The problem :: Look for the word "Traill" in the data below, and copy every line that holds it.
[The data — start]
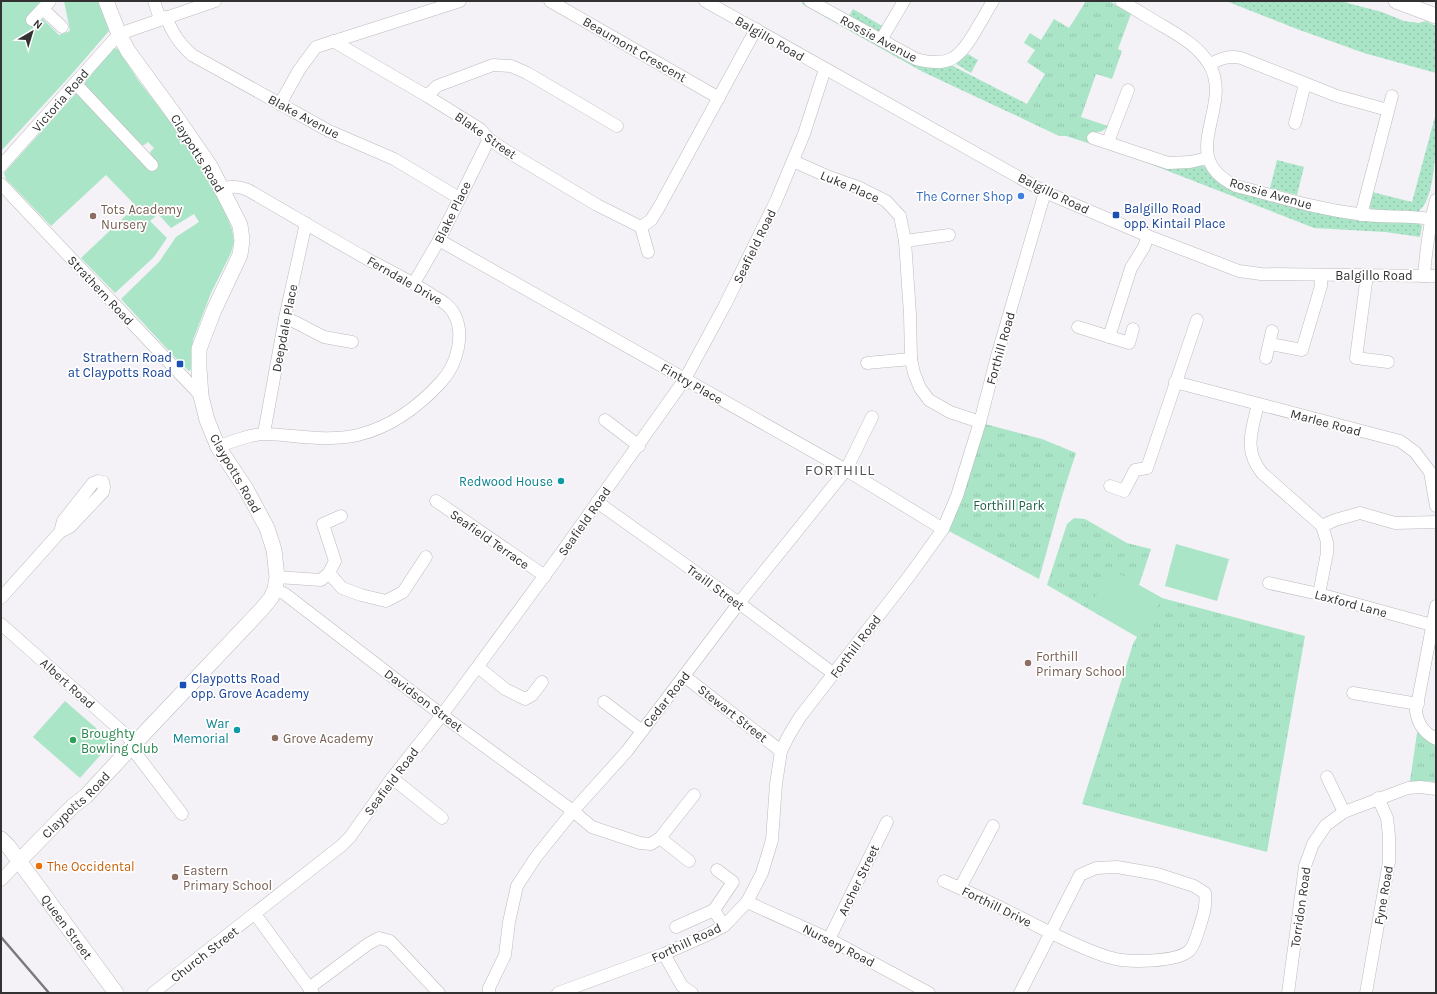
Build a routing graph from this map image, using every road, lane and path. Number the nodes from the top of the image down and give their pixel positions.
1 (106, 1) edge
2 (154, 1) edge
3 (215, 1) edge
4 (460, 1) edge
5 (550, 1) edge
6 (705, 1) edge
7 (810, 1) edge
8 (904, 1) edge
9 (993, 1) edge
10 (1121, 1) edge
11 (1396, 1) edge
12 (46, 5) edge
13 (1436, 16) edge
14 (163, 18) junction
15 (32, 20) dead end
16 (62, 27) dead end
17 (756, 29) junction
18 (119, 34) junction
19 (881, 40) junction
20 (333, 41) junction
21 (1210, 64) junction
22 (825, 69) junction
23 (75, 83) junction
24 (1305, 84) junction
25 (1128, 90) dead end
26 (427, 96) junction
27 (1392, 96) dead end
28 (719, 98) junction
29 (280, 104) junction
30 (1388, 110) junction
31 (1295, 123) dead end
32 (617, 126) dead end
33 (489, 138) junction
34 (1094, 138) dead end
35 (1108, 142) junction
36 (1208, 158) junction
37 (793, 161) junction
38 (152, 165) dead end
39 (1, 166) edge
40 (1, 184) edge
41 (222, 189) junction
42 (1045, 192) junction
43 (459, 198) junction
44 (1436, 200) edge
45 (1360, 215) junction
46 (1431, 219) junction
47 (306, 222) junction
48 (641, 226) junction
49 (950, 235) dead end
50 (1148, 236) junction
51 (439, 240) junction
52 (905, 241) junction
53 (648, 252) dead end
54 (1322, 275) junction
55 (1367, 275) junction
56 (1430, 276) edge
57 (414, 284) junction
58 (284, 318) junction
59 (1197, 320) dead end
60 (1078, 327) dead end
61 (1133, 330) dead end
62 (1272, 331) dead end
63 (1109, 337) junction
64 (352, 342) dead end
65 (1270, 344) junction
66 (1266, 358) dead end
67 (911, 359) junction
68 (1388, 362) dead end
69 (867, 363) dead end
70 (685, 379) junction
71 (1175, 382) junction
72 (201, 396) junction
73 (1258, 404) junction
74 (872, 417) dead end
75 (605, 420) dead end
76 (980, 422) junction
77 (264, 434) junction
78 (639, 446) junction
79 (218, 447) junction
80 (846, 470) junction
81 (1433, 471) edge
82 (1110, 486) dead end
83 (436, 501) dead end
84 (597, 502) junction
85 (1436, 506) edge
86 (341, 516) dead end
87 (1436, 522) edge
88 (1322, 526) junction
89 (943, 529) junction
90 (60, 532) dead end
91 (426, 557) dead end
92 (329, 573) junction
93 (544, 576) junction
94 (276, 583) junction
95 (1269, 583) dead end
96 (1319, 594) junction
97 (1, 598) edge
98 (739, 603) junction
99 (1436, 606) edge
100 (1, 624) edge
101 (1432, 625) junction
102 (478, 667) junction
103 (834, 674) junction
104 (684, 676) junction
105 (542, 682) dead end
106 (1353, 693) dead end
107 (604, 702) dead end
108 (1418, 704) junction
109 (442, 714) junction
110 (642, 731) junction
111 (1436, 739) edge
112 (133, 745) junction
113 (781, 751) junction
114 (1327, 777) dead end
115 (392, 778) junction
116 (1436, 789) edge
117 (694, 795) dead end
118 (1378, 798) junction
119 (573, 812) junction
120 (1344, 812) junction
121 (182, 814) dead end
122 (442, 818) dead end
123 (887, 822) dead end
124 (993, 826) dead end
125 (660, 838) junction
126 (1, 839) edge
127 (19, 861) junction
128 (689, 861) dead end
129 (717, 870) dead end
130 (1, 880) edge
131 (944, 881) dead end
132 (960, 888) junction
133 (747, 902) junction
134 (714, 910) junction
135 (255, 914) junction
136 (724, 926) junction
137 (676, 927) dead end
138 (1050, 932) junction
139 (829, 939) junction
140 (664, 954) junction
141 (311, 990) edge
142 (116, 993) edge
143 (153, 993) edge
144 (439, 993) edge
145 (489, 993) edge
146 (558, 993) edge
147 (692, 993) edge
148 (929, 993) edge
149 (1020, 993) edge
150 (1288, 993) edge
151 (1366, 993) edge

1 - 18 main road, Claypotts Road
2 - 14 street, Blake Avenue
3 - 14 street
4 - 20 street
5 - 28 street, Beaumont Crescent
6 - 17 street, Balgillo Road
7 - 19 street, Rossie Avenue
8 - 19 street
9 - 19 street, Rossie Avenue
10 - 21 street, Rossie Avenue
11 - 13 main road
12 - 15 street
12 - 16 street
14 - 18 street
14 - 29 street, Blake Avenue
17 - 22 street, Balgillo Road
17 - 28 street
18 - 23 street, Victoria Road
18 - 41 main road, Claypotts Road
20 - 26 street, Blake Street
20 - 29 street
21 - 24 street
21 - 36 street, Rossie Avenue
22 - 37 street, Seafield Road
22 - 42 street, Balgillo Road
23 - 38 street
23 - 39 street, Victoria Road
24 - 30 street
24 - 31 street
25 - 35 street
26 - 32 street
26 - 33 street, Blake Street
27 - 30 street
28 - 48 street
29 - 43 street, Blake Avenue
30 - 45 street
33 - 43 street, Blake Place
33 - 48 street, Blake Street
34 - 35 street
35 - 36 street
36 - 45 street, Rossie Avenue
37 - 52 street, Luke Place
37 - 70 street, Seafield Road
40 - 72 street, Strathern Road
41 - 47 street, Ferndale Drive
41 - 72 main road, Claypotts Road
42 - 50 street, Balgillo Road
42 - 76 street, Forthill Road
43 - 51 street, Blake Place
44 - 46 street
45 - 46 street, Rossie Avenue
46 - 56 street
47 - 57 street, Ferndale Drive
47 - 58 street, Deepdale Place
48 - 53 street
49 - 52 street
50 - 54 street, Balgillo Road
50 - 63 street
51 - 57 street, Blake Place
51 - 70 street, Fintry Place
52 - 67 street, Luke Place
54 - 55 street, Balgillo Road
54 - 65 street
55 - 56 street, Balgillo Road
55 - 68 street
57 - 77 street, Ferndale Drive
58 - 64 street
58 - 77 street, Deepdale Place
59 - 71 street
60 - 63 street
61 - 63 street
62 - 65 street
65 - 66 street
67 - 69 street
67 - 76 street, Luke Place
70 - 78 street, Seafield Road
70 - 80 street, Fintry Place
71 - 73 street, Marlee Road
71 - 82 street
72 - 79 main road, Claypotts Road
73 - 81 street, Marlee Road
73 - 88 street
74 - 80 street, Cedar Road
75 - 78 street
76 - 89 street, Forthill Road
77 - 79 street, Ferndale Drive
78 - 84 street, Seafield Road
79 - 94 main road, Claypotts Road
80 - 89 street, Fintry Place
80 - 98 street, Cedar Road
81 - 85 street, Marlee Road
83 - 93 street, Seafield Terrace
84 - 93 street, Seafield Road
84 - 98 street, Traill Street
86 - 92 street
87 - 88 street
88 - 96 street
89 - 103 street, Forthill Road
90 - 97 street
91 - 92 street
92 - 94 street
93 - 102 street, Seafield Road
94 - 109 street, Davidson Street
94 - 112 main road, Claypotts Road
95 - 96 street, Laxford Lane
96 - 101 street, Laxford Lane
98 - 103 street, Traill Street
98 - 104 street, Cedar Road
99 - 101 street
100 - 112 street, Albert Road
101 - 108 street
102 - 105 street
102 - 109 street, Seafield Road
103 - 113 street, Forthill Road
104 - 110 street, Cedar Road
104 - 113 street, Stewart Street
106 - 108 street
107 - 110 street
108 - 111 street
109 - 115 street, Seafield Road
109 - 119 street, Davidson Street
110 - 119 street, Cedar Road
112 - 121 street, Albert Road
112 - 127 main road, Claypotts Road
113 - 133 street, Forthill Road
114 - 120 street
115 - 122 street
115 - 135 street, Seafield Road
116 - 118 street, Torridon Road
117 - 125 street
118 - 120 street, Torridon Road
118 - 151 street, Fyne Road
119 - 125 street, Davidson Street
119 - 145 street, Cedar Road
120 - 150 street, Torridon Road
123 - 139 street, Archer Street
124 - 132 street
125 - 128 street
126 - 127 main road, Queen Street
127 - 130 street, Claypotts Road
127 - 142 main road, Queen Street
129 - 134 street
131 - 132 street, Forthill Drive
132 - 138 street, Forthill Drive
133 - 136 street, Forthill Road
133 - 139 street, Nursery Road
134 - 136 street
134 - 137 street
135 - 141 street
135 - 143 street, Church Street
136 - 140 street, Forthill Road
138 - 138 street, Forthill Drive
138 - 149 street, Forthill Drive
139 - 148 street, Nursery Road
140 - 146 street, Forthill Road
140 - 147 street
141 - 144 street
[The data — finish]
Output for this task ::
84 - 98 street, Traill Street
98 - 103 street, Traill Street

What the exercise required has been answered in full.